→ **What is needed**
Report how many lines in the listing below include the string "translate", and write nothing more.

→ **Data to process**
Segment Open
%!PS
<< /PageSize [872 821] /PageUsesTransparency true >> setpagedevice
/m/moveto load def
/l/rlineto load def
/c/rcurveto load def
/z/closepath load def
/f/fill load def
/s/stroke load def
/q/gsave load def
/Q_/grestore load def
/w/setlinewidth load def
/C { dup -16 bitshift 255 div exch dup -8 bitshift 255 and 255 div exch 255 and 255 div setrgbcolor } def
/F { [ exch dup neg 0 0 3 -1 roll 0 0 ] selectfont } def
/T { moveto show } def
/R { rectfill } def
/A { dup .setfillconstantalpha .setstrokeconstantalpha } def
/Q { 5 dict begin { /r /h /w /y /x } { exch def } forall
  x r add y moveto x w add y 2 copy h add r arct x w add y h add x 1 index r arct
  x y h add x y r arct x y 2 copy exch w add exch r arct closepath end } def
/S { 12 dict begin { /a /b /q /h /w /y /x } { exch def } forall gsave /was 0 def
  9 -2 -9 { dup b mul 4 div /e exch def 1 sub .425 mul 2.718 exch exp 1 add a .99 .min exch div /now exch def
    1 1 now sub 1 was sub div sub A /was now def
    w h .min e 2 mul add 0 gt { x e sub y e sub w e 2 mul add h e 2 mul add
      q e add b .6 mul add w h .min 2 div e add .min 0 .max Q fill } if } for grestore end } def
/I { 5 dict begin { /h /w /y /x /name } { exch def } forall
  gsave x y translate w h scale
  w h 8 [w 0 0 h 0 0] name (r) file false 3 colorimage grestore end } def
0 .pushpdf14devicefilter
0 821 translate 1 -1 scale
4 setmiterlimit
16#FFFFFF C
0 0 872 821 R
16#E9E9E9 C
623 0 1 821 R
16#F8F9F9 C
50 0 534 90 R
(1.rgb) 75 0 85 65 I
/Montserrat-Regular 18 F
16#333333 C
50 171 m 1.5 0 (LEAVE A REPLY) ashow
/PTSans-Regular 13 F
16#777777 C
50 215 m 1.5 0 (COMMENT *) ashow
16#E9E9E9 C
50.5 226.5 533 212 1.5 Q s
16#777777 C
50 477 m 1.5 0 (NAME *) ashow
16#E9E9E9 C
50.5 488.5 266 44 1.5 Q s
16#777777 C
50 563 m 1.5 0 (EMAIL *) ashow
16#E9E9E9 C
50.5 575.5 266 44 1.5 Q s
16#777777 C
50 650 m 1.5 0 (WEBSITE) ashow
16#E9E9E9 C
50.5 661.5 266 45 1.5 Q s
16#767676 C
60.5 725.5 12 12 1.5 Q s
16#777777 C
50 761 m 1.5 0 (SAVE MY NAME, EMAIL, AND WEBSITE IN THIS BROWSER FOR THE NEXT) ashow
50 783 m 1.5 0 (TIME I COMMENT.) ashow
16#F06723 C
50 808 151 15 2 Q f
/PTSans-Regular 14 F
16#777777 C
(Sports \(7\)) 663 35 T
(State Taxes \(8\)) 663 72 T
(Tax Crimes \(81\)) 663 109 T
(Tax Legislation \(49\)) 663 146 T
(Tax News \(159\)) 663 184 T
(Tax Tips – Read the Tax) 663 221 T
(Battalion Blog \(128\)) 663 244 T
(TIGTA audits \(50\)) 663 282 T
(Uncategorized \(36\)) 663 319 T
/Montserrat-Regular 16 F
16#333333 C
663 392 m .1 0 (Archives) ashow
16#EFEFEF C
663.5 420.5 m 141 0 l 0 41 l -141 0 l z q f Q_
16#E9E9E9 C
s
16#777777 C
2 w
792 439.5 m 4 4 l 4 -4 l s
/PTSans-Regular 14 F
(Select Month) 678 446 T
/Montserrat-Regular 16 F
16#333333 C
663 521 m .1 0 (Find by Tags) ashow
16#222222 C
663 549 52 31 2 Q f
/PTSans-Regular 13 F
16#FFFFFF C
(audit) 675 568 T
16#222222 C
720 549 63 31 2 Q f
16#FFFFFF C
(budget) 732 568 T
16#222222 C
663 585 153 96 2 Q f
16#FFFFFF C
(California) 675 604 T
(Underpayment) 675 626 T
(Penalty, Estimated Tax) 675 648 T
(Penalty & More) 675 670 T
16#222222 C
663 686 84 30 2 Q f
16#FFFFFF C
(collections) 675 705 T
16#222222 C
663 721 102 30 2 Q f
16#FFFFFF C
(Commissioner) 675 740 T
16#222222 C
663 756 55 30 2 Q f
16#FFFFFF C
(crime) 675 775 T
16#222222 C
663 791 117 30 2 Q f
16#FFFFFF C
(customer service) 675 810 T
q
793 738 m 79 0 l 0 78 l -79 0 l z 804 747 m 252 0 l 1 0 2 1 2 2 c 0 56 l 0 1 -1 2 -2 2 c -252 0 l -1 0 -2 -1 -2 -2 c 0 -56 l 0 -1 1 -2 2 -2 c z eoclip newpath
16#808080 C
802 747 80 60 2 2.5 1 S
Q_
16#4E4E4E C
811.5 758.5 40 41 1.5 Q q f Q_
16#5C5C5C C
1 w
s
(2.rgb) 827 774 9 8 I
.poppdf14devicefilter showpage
Segment Closed
→ **Reply to the exercise**
2